All patients then had a lung ultrasound by the treating physician. The lung ultrasound plus the clinical scenario was assessed as being consistent with COVID-19 or not. All patients then underwent PCR testing for COVID. If it was positive, it was not repeated. If it was negative and there was significant clinical concern, the test was repeated within 72 hours. All patients also had follow-up at 30 days.
Overall, the addition of ultrasound added considerable sensitivity to the clinical evaluation of these patients. Clinical suspicion alone had a sensitivity of 81% and specificity of 63% compared with clinical suspicion plus ultrasound, which had a sensitivity of 94% and a specificity of 95%.
Downsides to this study? All of the ultrasounds were performed by experienced sonographers, and very ill patients (those requiring intubation) were excluded (although they did include those requiring noninvasive ventilation). They also used a fairly extensive scanning protocol, looking at six zones on each side.

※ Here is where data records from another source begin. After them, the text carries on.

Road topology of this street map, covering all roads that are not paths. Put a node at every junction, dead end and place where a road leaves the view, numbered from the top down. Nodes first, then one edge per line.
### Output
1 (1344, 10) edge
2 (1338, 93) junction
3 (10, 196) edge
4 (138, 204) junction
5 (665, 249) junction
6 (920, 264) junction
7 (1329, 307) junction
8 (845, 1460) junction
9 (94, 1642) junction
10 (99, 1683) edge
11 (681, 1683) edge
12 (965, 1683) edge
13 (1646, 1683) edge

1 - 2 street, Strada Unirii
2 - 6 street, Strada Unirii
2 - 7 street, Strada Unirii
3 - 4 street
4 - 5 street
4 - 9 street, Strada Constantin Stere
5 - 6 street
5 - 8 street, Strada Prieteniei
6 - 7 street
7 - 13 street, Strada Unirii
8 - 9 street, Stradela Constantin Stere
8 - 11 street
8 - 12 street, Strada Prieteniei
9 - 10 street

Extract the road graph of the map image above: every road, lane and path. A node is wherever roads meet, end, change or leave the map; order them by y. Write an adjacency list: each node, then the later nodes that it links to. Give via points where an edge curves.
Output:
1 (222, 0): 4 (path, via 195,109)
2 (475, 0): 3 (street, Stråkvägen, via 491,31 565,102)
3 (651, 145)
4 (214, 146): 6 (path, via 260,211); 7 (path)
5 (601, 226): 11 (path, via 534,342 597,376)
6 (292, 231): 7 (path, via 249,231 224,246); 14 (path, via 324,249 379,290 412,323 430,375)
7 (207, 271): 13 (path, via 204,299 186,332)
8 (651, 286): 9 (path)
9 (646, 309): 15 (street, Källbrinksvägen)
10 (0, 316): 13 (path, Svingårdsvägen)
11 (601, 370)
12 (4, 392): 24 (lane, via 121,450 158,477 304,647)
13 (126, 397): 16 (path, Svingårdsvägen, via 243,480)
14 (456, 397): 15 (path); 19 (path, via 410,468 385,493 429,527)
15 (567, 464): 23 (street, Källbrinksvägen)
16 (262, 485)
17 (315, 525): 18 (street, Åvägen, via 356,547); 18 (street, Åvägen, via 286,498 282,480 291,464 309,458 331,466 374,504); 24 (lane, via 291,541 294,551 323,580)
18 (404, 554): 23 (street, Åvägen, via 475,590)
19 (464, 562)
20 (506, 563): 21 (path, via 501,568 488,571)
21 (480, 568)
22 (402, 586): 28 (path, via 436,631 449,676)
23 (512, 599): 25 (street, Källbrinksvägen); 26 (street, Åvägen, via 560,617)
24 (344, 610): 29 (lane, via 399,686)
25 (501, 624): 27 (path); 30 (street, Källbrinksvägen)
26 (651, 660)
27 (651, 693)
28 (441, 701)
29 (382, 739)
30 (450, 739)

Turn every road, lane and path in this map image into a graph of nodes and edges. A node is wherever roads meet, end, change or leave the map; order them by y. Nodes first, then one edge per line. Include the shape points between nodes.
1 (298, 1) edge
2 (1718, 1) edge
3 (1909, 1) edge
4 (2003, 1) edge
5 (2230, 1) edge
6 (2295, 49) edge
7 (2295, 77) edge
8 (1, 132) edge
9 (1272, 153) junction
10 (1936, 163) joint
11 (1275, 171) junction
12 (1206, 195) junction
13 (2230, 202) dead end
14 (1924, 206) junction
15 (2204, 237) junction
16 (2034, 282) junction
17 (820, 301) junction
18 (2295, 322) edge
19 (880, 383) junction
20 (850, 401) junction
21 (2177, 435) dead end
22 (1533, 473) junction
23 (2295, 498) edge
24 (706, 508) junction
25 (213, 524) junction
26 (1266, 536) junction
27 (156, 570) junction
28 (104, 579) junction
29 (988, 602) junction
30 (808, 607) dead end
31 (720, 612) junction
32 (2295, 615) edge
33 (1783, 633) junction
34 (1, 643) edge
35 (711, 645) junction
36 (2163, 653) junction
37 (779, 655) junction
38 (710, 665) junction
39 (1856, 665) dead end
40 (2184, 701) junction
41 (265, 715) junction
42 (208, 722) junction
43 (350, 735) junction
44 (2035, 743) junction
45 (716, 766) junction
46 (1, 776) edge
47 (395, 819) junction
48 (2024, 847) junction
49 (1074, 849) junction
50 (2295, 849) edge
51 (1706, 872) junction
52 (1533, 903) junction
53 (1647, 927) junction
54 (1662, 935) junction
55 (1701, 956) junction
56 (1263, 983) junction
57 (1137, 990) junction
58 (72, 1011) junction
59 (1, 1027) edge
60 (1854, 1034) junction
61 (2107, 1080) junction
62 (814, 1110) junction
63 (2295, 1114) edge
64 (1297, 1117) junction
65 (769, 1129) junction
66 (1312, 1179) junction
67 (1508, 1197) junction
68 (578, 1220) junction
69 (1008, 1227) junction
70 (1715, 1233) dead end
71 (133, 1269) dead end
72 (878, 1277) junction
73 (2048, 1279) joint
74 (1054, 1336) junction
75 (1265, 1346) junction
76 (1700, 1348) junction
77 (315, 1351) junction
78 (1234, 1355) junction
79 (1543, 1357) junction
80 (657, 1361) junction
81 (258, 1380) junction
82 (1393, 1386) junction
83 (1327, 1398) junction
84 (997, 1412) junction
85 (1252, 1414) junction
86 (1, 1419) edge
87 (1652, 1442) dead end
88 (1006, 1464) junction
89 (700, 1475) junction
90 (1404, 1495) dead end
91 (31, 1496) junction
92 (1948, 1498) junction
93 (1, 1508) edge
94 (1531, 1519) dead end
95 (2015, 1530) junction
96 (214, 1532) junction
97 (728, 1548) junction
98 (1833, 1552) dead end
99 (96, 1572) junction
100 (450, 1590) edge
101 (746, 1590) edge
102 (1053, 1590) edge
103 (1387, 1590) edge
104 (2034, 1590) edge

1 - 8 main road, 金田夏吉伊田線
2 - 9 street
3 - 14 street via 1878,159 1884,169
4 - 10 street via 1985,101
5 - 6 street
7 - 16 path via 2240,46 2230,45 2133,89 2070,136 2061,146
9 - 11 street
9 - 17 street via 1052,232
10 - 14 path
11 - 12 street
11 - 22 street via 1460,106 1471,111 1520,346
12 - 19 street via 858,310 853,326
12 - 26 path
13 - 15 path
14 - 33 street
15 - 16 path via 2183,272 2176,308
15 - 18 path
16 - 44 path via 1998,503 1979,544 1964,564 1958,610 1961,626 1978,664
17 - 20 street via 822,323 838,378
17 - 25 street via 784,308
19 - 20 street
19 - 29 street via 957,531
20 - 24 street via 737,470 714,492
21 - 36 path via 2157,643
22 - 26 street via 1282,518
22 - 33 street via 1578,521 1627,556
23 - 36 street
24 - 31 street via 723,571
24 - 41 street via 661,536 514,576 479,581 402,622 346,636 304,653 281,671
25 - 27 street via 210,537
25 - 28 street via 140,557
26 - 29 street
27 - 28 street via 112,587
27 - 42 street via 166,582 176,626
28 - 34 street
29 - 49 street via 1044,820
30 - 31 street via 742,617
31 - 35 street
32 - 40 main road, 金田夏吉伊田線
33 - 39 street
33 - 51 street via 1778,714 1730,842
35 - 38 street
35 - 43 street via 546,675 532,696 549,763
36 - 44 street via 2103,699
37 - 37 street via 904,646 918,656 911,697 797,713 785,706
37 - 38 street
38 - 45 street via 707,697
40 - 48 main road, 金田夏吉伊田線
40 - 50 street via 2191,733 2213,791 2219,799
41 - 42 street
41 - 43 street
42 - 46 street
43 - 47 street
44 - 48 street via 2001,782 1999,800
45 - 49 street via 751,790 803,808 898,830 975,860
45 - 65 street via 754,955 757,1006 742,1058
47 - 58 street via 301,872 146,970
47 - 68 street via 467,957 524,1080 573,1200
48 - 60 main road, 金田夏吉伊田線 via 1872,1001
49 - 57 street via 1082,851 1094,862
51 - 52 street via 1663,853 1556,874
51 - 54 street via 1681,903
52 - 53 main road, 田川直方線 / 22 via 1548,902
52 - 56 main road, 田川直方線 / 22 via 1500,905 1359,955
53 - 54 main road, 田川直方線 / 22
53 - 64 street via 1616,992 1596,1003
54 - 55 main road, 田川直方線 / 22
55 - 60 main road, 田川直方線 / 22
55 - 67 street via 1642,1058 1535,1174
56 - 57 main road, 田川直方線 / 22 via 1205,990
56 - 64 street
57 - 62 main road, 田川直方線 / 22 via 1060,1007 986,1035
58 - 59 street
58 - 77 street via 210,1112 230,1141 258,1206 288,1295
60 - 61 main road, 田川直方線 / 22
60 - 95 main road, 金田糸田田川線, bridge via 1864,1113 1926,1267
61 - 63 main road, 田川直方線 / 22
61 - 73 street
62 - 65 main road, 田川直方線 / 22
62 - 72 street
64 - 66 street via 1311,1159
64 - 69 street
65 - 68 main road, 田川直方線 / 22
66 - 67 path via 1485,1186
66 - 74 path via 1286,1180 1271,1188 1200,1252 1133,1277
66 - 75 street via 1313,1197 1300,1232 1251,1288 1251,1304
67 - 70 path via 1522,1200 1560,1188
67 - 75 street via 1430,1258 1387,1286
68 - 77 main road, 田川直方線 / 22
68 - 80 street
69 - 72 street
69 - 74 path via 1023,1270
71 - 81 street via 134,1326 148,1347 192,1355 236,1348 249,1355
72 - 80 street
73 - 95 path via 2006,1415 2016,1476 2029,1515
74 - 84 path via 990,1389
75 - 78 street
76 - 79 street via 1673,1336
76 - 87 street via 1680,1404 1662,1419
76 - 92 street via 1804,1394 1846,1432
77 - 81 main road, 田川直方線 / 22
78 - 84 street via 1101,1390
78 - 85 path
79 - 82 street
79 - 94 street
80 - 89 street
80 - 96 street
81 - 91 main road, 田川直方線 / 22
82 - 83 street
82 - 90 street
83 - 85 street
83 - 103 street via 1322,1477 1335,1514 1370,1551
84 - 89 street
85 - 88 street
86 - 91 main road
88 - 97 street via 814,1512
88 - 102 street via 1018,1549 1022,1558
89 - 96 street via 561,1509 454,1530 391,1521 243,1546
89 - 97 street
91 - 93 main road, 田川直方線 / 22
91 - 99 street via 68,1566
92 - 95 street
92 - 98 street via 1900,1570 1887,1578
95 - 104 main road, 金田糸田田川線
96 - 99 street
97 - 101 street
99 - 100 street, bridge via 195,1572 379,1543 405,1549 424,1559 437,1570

No hard and fast criteria were used for the diagnosis, but they looked for findings of interstitial syndrome (diffuse and bilateral B lines), particularly with areas of sparing or “skip lesions,” subpleural consolidations, and pleural thickening. (Read my columns on COVID-19 findings on lung ultrasound: EMN. 2020;42:13; https://bit.ly/3dnCxDf; EMN. 2020;42:14; https://bit.ly/2XqKXUK.)
Does this study add to our clinical toolkit? I would say yes, particularly as COVID cases (hopefully) start to decrease. We will no doubt be dealing with this disease for a long time while trying to differentiate it from other causes of shortness of breath and fever. We know that our PCR testing is not always accurate, so adding ultrasound may help us recognize and isolate these patients earlier.
Watch videos comparing a normal air-filled lung with one showing interstitial syndrome and COVID-19 pneumonia at http://bit.ly/VideosSound.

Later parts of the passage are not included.